HBDH has been traditionally investigated as a marker of myocardial injury in animal and human studies [15–21, 60–63]. However, its use has been progressively replaced by other biomarkers, e.g., troponin, CK-MB, and BNP, in the routine diagnosis and monitoring of patients with ischaemic heart disease and/or heart failure. Further studies have suggested an additional role of HBDH as a marker of renal injury, although the evidence supporting this proposition is relatively limited compared to cardiac injury [20]. As previously described, HBDH represents LDH-1 and LDH-2 activity. LDH is composed of four peptide chains of two different types, the heart (H) subunit and the muscle (M) subunit. LDH-1 is composed of four H subunits (H4) whereby LDH-2 is composed of three H subunits and 1 M subunit (H3M) [64]. Both LDH-1 and LDH-2 isoenzymes predominate in the cardiac muscle, erythrocytes, and the kidney [64]. Therefore, it is plausible to speculate those elevations in serum HBDH concentrations reflect the presence of cardio-renal tissue damage, and that this alteration is more common in COVID-19 patients with severe clinical manifestations and/or adverse outcomes.

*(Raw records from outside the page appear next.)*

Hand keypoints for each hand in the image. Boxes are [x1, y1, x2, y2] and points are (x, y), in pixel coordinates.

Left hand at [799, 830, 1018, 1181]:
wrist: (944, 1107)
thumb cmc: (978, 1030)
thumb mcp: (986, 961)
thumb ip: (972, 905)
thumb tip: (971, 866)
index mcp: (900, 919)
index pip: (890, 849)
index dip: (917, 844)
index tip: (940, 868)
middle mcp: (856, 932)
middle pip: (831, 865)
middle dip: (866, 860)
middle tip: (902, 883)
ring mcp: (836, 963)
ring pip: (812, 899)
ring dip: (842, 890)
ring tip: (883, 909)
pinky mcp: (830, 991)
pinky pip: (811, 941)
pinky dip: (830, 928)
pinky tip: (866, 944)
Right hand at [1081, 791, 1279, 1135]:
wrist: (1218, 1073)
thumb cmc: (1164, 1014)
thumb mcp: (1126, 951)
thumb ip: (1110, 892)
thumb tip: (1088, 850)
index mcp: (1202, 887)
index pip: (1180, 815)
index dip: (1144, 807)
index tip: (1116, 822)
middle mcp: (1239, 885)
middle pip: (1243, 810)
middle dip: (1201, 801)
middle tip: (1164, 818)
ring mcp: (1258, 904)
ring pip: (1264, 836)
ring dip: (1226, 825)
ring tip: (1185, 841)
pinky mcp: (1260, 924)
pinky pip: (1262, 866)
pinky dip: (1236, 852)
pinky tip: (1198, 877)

The observed associations, in meta-regression analysis, with established biomarkers of inflammation, sepsis, and liver dysfunction suggests those elevations in HBDH concentrations might provide additional information regarding the presence of a pro-inflammatory state and hepatic involvement, unlike currently available markers of cardiac and renal injury. While this suggests a substantial pathophysiological role of HBDH in COVID-19, further studies are required to determine whether the assessment of this enzyme on admission can be incorporated into specific predictive tools for early decision-making in this patient cohort. Furthermore, in contrast with the significant associations observed with CK-MB and urea, markers of cardiac and renal injury, respectively, no significant correlations were observed between the SMD of HBDH and creatinine, another marker of renal injury. One possible explanation is the reported fluctuation in serum creatinine concentrations in medical inpatients during the first week after admission. For example, in a study of 2,293 newly admitted patients, a > 20% variation in serum creatinine concentration was observed in 46% in the three to seven days post-admission [65]. Additional studies are required to further investigate the association between serum HBDH and creatinine concentrations over time.

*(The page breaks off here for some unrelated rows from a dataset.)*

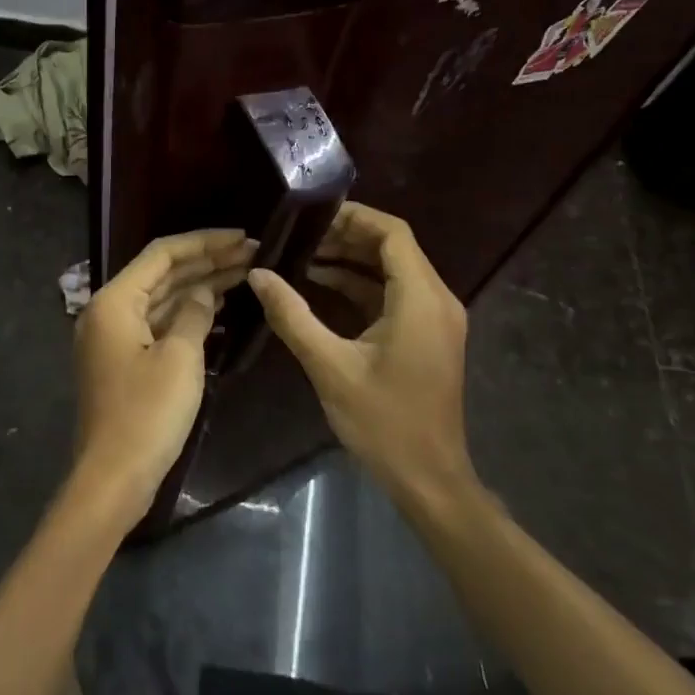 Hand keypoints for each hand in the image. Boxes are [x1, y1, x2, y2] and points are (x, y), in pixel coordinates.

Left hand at [72, 229, 255, 525]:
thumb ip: (195, 313)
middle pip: (162, 274)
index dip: (204, 242)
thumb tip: (204, 293)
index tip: (242, 237)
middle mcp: (109, 312)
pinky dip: (187, 316)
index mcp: (115, 301)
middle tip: (252, 254)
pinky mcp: (125, 362)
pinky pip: (159, 325)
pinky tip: (219, 310)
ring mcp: (115, 338)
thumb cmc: (147, 413)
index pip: (161, 254)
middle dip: (206, 263)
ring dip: (199, 287)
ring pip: (162, 300)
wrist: (114, 477)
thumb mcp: (180, 357)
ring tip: (244, 275)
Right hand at [247, 203, 473, 503]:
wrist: (429, 478)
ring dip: (351, 261)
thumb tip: (258, 275)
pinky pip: (394, 295)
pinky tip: (321, 288)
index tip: (311, 215)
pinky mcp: (427, 336)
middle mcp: (436, 300)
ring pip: (393, 271)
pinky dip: (361, 286)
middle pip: (393, 247)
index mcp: (420, 299)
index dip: (354, 217)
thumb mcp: (330, 366)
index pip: (392, 233)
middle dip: (346, 237)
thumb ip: (292, 315)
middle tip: (298, 237)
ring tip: (302, 257)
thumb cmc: (384, 422)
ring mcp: (435, 319) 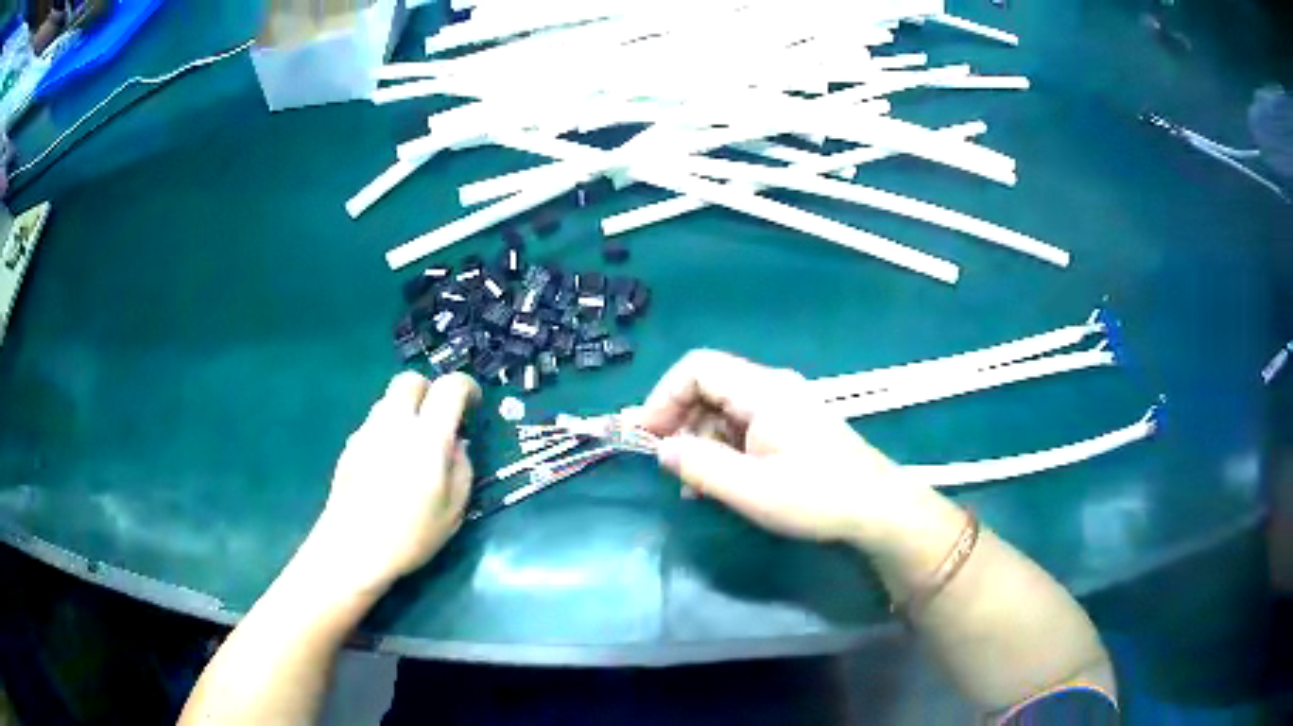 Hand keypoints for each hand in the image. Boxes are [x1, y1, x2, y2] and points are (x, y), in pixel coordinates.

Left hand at [305, 372, 479, 596]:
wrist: (353, 548)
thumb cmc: (411, 535)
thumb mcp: (454, 510)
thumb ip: (462, 468)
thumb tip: (457, 445)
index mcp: (427, 438)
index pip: (449, 387)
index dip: (466, 387)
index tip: (473, 405)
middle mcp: (395, 423)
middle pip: (411, 380)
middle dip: (430, 391)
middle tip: (440, 419)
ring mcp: (367, 431)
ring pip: (389, 400)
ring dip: (407, 411)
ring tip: (414, 445)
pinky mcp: (350, 444)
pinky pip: (374, 423)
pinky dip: (388, 430)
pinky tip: (390, 465)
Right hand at [636, 350, 899, 543]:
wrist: (878, 508)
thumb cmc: (817, 497)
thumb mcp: (751, 489)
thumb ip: (700, 466)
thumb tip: (662, 449)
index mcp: (763, 390)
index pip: (698, 367)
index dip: (664, 396)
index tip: (647, 435)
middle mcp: (772, 388)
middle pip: (709, 386)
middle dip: (678, 420)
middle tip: (662, 461)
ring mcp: (784, 406)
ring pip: (724, 408)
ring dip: (699, 439)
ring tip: (689, 483)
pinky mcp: (792, 426)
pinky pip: (743, 425)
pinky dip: (722, 448)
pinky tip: (717, 481)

The extreme between-study heterogeneity represents a significant limitation of our study, although this issue was no longer present when considering a sub-group of relatively small studies (< 500 participants) investigating disease severity. Furthermore, there was significant publication bias, according to the Begg’s and Egger’s tests and the “trim-and-fill” method. Another limitation is that all the identified studies were conducted in China, which affects the generalizability of the results. Finally, in no study was a serial measurement of HBDH conducted. The latter might provide additional information regarding the potential role of this biomarker in monitoring disease progress and response to specific therapies.

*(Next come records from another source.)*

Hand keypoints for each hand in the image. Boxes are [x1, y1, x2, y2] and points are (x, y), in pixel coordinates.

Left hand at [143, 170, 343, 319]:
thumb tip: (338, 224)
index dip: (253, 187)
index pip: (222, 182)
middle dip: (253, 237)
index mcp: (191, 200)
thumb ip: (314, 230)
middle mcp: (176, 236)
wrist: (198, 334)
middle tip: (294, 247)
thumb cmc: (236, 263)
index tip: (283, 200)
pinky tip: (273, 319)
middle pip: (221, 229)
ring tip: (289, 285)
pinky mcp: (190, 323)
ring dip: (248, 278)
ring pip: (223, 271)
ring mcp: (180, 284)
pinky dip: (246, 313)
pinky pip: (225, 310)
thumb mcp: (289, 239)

In conclusion, our systematic review and meta-analysis with meta-regression has shown that higher serum HBDH concentrations on admission, indicating cardio-renal compromise and, possibly, excessive systemic inflammation and hepatic involvement, are significantly associated with the presence of severe clinical manifestations and the risk of mortality in hospitalized COVID-19 patients. Further prospective studies are warranted to determine whether single or serial HBDH assessments, together with other clinical, demographic, or biochemical parameters, can improve our capacity to predict clinical outcomes in this group and optimize the rational allocation of resources, also in terms of designing specific care pathways that include the appropriate transfer to the intensive care unit or other aggressive management strategies.